Even if it was possible for Debian to extend this downloading mechanism
so that it looked for dependencies via apt-get before trying to install
from the raw source or egg or whatever,

Again, this is not the default behavior. It's the "easy_install" tool that does such downloading and installing, or "setup.py install". Downloading and running things from the internet by default didn't seem to me like a safe thing to do. :) There are various "setup.py" commands that will do it (such as "develop" and "test"), but by running a setup.py you're trusting the author to install arbitrary stuff on your machine anyway. The installed application, unless it provides some explicit user functionality to say, download plugins, will not have this download-and-install behavior.

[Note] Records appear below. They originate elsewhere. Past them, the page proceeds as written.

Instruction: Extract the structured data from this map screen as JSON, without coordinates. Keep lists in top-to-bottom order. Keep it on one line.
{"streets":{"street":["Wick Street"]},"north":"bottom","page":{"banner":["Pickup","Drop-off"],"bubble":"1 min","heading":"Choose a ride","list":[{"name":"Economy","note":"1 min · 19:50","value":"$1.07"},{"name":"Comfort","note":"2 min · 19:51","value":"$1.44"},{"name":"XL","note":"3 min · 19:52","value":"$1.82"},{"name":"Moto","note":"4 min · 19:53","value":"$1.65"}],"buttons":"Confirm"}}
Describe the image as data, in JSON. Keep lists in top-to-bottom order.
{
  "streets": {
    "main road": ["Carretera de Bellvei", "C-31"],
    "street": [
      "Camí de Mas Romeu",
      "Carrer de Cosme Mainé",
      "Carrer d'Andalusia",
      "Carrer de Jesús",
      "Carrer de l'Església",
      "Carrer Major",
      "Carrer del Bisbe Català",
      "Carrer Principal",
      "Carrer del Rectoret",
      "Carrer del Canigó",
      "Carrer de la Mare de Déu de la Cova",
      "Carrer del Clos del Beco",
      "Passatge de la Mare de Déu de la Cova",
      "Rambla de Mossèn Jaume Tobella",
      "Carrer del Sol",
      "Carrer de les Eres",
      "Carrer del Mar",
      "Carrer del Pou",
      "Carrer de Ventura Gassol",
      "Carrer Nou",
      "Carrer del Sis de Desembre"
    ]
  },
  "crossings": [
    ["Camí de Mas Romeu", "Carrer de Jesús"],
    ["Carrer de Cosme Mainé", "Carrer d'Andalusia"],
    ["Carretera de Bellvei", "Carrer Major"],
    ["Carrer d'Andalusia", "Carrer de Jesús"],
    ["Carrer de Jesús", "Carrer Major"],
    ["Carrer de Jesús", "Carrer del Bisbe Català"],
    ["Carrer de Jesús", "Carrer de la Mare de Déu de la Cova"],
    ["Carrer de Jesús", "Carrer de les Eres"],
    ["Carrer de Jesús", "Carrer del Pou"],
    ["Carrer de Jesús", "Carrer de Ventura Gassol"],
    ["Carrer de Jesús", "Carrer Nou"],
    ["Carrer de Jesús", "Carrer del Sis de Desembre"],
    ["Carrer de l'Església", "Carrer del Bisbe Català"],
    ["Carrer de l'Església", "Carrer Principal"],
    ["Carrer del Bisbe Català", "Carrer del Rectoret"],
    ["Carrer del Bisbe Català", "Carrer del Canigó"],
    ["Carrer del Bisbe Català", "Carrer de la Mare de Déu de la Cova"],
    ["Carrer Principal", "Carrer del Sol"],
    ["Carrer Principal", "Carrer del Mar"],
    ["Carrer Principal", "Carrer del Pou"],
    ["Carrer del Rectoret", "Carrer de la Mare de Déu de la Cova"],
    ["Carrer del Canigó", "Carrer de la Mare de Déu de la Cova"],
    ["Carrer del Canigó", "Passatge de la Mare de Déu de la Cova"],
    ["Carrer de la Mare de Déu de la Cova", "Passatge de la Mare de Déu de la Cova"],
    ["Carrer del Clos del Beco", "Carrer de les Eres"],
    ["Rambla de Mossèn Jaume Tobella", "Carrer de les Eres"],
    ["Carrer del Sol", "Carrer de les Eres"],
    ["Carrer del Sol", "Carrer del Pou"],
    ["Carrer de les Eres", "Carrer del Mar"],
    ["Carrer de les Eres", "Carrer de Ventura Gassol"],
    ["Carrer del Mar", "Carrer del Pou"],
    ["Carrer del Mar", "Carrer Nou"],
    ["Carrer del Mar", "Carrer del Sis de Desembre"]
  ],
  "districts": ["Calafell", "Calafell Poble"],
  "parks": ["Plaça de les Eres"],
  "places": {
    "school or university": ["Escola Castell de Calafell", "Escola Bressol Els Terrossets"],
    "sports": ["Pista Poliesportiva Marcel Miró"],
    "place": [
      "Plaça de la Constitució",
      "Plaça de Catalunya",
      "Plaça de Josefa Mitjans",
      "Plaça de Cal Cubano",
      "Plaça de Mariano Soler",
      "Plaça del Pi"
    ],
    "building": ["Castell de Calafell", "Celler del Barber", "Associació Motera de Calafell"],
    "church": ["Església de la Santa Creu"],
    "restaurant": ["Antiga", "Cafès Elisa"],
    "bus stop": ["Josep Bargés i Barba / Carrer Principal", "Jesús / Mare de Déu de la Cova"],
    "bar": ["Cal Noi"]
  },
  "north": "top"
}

I'm assuming that a Debian user will not be using "easy_install" except to get and run bleeding edge stuff, and that in that case they will be directing it to install in /usr/local or a personal directory.


it would usually be the case
that the user running the newly downloaded Python application would not
have permission to install system packages.

Ultimately, I suppose this isn't a major problem -- if a user (or
developer) runs such an application, they might end up pulling down and
installing a bunch of dependencies in their home directory (that's where
they'd go by default, right?)

No. The default is determined by the standard distutils configuration file chain. If an install location isn't specified in the user's ~/.pydistutils.cfg, the systemwide distutils.cfg will be checked, and finally the default will be /usr/lib/.../site-packages. Debian, by the way, apparently ships with this default unchanged; it should presumably point to /usr/local/.../site-packages instead, so that locally-installed packages would go to the right place. Or you could set a default location such that easy_install will install to a home-relative location by default, and include that directory in your .pth processing (as is done by Mac OS Python with the ~/Library/.../site-packages directory).


 But once the app is packaged, both it and
its dependencies will be available for all users, so it'll just be early
adopters who will encounter this.

Correct, and only if they are using easy_install or a setup.py to install the package in the first place. And a Debian user using Debian packages should have no reason to touch easy_install, unless they lack permission to install packages.